Tengamos el sentido común para darnos cuenta y recordar que hoy día, así como en los días de Malaquías, se está escribiendo un libro de recuerdos ante el Señor para aquellos que le temen y piensan en Su nombre.
«Y serán para mí especial tesoro, ha dicho Jehová de los ejércitos, en el día en que yo actúe; y los perdonaré, como el hombre que perdona a su hijo que le sirve.
Entonces os volveréis, y discerniréis la diferencia entre el justo y el malo, entre el que sirve a Dios y el que no le sirve.

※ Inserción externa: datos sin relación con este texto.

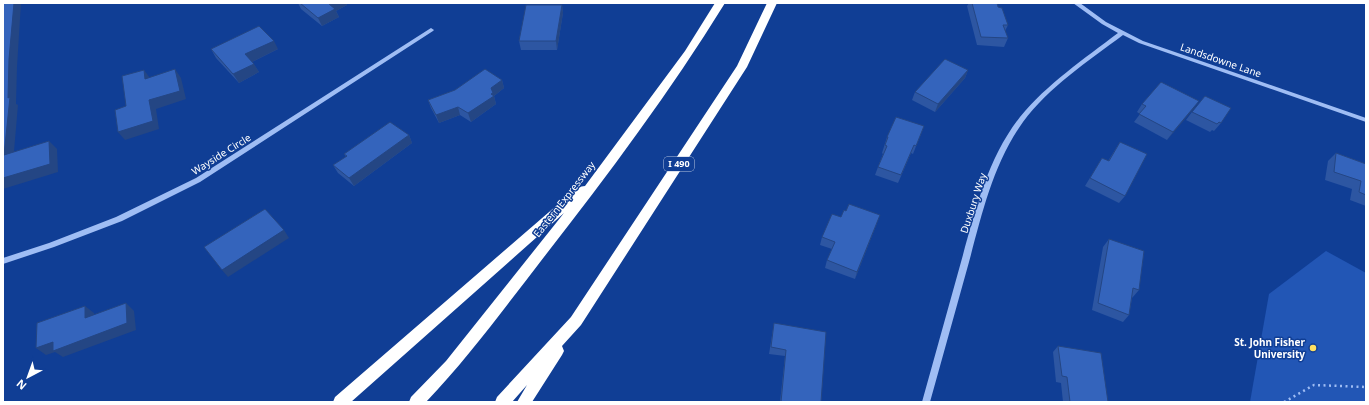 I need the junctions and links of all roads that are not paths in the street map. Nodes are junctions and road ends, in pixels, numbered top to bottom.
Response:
1 (720, 3) edge
2 (772, 3) edge
3 (1076, 3) edge
4 (431, 30) dead end
5 (1122, 33) junction
6 (1366, 120) edge
7 (604, 171) junction
8 (3, 261) edge
9 (576, 321) junction
10 (340, 402) edge
11 (416, 402) edge
12 (502, 402) edge
13 (524, 402) edge
14 (926, 402) edge

1 - 7 highway, Eastern Expressway
2 - 9 highway, I 490
3 - 5 street, Landsdowne Lane
4 - 8 street, Wayside Circle
5 - 6 street, Landsdowne Lane
5 - 14 street, Duxbury Way
7 - 10 highway
7 - 11 highway, Eastern Expressway
9 - 12 highway, I 490
9 - 13 highway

Porque he aquí, viene el día ardiente como un horno, y todos los soberbios y todos los que hacen maldad serán estopa; aquel día que vendrá los abrasará, ha dicho Jehová de los ejércitos, y no les dejará ni raíz ni rama».
Pero dice el Señor en una gloriosa promesa a los justos:
«Mas a vosotros los que teméis mi nombre, nacerá el Sol de justicia, y en sus alas traerá salvación; y saldréis, y saltaréis como becerros de la manada.» (Malaquías 3:17-18; 4:1-2.)
Mis queridos hermanos, creed y vivid para obtener las promesas del Señor al obedecer sus mandamientos. Si hacéis esto, aunque ahora no tengáis completa confianza en dichas promesas, yo os aseguro que la obtendréis.
«Enséñales a no cansarse nunca de las buenas obras, sino a ser mansos y humildes de corazón; porque éstos hallarán descanso para sus almas.
¡Oh recuerda, hijo mío, y aprende sabiduría en tu juventud; Sí, aprende en tu juventud a guardar los mandamientos de Dios!
Sí, y pide a Dios todo tu sostén; sí, sean todos tus hechos en el Señor, y dondequiera que fueres, sea en el Señor; sí, dirige al Señor tus pensamientos; sí, deposita para siempre en el Señor, el afecto de tu corazón.
Consulta al Señor en todos tus hechos, y él te dirigirá para bien; sí, cuando te acuestes por la noche, acuéstate en el Señor, para que él te cuide mientras duermes; y cuando te levantes en la mañana, rebose tu corazón de gratitud hacia Dios; y si haces estas cosas, serás exaltado en el postrer día.» (Alma 37:34-37.)
Que el Señor esté siempre con vosotros, lo ruego humildemente en el nombre de Jesucristo. Amén.